# Work to complete:
Using the records below, find every line that includes "Burns" and copy it.

# Input data:
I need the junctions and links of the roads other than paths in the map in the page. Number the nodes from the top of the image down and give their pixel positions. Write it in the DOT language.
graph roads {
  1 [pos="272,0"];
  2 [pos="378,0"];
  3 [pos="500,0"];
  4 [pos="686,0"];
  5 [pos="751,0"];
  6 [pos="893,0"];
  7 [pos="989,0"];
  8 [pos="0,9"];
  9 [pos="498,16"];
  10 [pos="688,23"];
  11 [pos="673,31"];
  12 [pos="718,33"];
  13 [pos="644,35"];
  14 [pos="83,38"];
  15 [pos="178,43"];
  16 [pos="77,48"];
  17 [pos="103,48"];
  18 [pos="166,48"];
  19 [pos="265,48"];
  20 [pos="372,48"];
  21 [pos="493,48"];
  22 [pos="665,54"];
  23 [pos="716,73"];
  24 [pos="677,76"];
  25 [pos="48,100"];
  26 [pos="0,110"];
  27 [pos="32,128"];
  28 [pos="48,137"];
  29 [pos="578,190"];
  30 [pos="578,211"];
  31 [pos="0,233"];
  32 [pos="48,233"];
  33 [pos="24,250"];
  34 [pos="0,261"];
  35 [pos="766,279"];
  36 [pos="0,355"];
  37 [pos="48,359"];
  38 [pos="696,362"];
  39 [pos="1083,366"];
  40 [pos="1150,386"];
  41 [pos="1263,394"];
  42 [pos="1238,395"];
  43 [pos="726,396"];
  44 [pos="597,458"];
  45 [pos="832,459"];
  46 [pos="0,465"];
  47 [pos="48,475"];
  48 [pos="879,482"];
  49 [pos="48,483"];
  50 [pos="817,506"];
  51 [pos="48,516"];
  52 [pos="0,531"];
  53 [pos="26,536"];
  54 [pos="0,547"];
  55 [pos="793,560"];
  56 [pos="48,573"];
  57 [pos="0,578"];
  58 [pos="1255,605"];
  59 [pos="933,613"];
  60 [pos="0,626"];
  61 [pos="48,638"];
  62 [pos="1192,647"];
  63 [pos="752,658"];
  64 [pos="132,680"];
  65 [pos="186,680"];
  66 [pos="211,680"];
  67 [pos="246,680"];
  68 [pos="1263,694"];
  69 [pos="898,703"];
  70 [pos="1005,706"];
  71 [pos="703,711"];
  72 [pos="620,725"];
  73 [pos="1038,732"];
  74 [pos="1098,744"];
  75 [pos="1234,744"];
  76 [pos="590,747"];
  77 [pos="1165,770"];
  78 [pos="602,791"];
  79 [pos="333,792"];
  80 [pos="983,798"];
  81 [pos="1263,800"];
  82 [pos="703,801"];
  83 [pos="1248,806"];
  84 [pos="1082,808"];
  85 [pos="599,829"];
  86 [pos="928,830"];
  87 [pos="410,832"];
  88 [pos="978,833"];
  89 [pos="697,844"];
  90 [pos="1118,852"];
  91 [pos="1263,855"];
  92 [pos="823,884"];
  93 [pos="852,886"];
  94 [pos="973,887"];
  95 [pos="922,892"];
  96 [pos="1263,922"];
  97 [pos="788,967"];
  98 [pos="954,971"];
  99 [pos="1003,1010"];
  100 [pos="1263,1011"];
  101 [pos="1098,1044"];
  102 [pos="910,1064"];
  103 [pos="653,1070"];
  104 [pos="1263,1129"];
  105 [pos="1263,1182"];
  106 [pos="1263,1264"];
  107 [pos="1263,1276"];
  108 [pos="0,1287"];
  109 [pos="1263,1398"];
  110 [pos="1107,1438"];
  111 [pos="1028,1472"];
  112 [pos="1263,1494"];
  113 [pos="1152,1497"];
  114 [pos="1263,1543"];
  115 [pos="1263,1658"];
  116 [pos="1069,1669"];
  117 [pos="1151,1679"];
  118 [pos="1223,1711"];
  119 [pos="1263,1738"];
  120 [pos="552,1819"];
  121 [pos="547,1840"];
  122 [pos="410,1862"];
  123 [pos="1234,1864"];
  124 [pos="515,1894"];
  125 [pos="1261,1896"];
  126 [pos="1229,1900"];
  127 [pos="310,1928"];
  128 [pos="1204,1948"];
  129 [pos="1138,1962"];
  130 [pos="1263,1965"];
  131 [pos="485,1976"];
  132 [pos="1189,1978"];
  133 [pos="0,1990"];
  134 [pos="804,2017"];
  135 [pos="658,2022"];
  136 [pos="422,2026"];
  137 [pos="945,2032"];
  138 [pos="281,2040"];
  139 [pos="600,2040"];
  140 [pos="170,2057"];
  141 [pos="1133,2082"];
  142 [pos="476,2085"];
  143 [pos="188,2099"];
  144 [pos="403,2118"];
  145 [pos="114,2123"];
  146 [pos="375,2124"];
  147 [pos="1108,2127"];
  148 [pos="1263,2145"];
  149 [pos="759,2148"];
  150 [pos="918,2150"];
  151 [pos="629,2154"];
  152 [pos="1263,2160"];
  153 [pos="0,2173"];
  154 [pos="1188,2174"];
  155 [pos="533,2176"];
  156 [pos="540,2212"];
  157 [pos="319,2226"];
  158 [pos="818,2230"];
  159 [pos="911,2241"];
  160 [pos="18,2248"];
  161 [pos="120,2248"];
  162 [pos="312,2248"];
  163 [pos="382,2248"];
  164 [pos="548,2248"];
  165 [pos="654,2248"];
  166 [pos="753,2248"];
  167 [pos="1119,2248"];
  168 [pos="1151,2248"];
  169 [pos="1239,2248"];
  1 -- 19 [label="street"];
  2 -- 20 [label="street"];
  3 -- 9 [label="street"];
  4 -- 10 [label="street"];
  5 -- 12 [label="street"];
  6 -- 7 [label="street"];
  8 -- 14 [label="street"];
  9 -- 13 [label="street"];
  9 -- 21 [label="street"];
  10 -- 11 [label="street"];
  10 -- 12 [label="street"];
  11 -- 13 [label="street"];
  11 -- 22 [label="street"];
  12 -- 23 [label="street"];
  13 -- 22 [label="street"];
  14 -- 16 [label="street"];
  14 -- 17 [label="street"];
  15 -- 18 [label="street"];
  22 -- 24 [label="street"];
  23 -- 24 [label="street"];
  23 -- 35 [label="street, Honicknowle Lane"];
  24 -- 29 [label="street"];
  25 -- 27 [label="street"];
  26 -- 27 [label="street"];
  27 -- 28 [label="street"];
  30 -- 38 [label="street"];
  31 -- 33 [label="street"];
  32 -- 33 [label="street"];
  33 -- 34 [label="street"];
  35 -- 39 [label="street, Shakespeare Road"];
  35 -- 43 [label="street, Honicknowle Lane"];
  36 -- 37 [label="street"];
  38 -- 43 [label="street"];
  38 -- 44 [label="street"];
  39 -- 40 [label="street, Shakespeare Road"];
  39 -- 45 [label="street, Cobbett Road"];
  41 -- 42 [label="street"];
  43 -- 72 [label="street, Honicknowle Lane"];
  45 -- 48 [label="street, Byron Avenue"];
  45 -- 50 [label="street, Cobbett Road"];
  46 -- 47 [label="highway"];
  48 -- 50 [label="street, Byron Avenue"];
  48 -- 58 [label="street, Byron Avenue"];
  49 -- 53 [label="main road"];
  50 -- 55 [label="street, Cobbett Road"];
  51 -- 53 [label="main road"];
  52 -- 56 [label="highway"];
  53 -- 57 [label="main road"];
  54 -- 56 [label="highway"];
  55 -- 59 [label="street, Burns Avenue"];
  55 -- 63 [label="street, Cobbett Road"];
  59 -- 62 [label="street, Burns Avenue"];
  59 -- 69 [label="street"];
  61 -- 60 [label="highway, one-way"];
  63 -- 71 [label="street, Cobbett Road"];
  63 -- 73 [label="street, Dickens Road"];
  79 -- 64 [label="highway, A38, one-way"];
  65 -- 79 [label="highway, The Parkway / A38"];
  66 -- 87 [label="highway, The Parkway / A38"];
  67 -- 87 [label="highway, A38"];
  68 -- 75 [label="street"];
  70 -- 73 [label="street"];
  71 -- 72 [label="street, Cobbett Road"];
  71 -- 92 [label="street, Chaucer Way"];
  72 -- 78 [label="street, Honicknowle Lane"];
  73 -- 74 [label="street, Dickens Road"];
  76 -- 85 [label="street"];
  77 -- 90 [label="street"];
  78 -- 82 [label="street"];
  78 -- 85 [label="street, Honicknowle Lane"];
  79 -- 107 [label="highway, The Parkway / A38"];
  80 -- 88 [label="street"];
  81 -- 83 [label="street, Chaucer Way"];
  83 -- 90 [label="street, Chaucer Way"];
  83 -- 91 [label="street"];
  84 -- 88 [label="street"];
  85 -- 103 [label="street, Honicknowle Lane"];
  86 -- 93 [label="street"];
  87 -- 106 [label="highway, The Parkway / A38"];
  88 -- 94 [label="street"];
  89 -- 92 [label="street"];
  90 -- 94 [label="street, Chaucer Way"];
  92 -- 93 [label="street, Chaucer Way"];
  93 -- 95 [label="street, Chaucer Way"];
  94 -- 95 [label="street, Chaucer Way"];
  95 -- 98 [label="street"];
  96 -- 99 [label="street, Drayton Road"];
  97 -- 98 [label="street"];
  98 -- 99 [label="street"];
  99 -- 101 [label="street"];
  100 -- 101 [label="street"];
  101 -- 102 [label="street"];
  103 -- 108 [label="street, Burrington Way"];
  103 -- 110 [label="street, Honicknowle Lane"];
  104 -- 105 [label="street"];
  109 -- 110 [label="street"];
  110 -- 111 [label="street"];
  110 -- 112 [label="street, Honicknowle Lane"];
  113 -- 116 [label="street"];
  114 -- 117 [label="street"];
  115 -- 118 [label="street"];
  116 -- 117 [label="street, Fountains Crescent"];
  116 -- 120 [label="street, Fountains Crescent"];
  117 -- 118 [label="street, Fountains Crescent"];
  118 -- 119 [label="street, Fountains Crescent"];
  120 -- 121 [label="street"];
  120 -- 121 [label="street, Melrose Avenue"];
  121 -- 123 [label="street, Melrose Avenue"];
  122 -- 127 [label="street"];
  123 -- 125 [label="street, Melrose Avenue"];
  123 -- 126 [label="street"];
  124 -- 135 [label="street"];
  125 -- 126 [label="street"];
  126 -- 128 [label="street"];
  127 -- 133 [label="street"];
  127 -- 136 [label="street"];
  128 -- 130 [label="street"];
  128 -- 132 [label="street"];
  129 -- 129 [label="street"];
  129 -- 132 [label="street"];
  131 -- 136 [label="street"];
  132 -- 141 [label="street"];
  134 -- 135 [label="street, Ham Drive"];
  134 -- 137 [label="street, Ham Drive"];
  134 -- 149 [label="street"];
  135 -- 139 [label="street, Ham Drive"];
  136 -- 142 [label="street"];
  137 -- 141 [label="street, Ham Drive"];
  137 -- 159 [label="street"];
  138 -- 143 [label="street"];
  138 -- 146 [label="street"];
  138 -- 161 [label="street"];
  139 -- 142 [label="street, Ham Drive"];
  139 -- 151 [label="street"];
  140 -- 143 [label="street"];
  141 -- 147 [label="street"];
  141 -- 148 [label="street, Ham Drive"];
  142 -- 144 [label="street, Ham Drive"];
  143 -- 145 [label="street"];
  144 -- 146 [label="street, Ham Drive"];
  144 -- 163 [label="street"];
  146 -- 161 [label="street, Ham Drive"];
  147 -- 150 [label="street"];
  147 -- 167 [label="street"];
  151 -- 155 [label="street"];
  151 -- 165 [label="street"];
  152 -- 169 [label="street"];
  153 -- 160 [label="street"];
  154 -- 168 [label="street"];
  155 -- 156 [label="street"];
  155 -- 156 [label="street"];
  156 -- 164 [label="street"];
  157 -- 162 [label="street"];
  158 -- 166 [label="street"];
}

# Reply:
  55 -- 59 [label="street, Burns Avenue"];
  59 -- 62 [label="street, Burns Avenue"];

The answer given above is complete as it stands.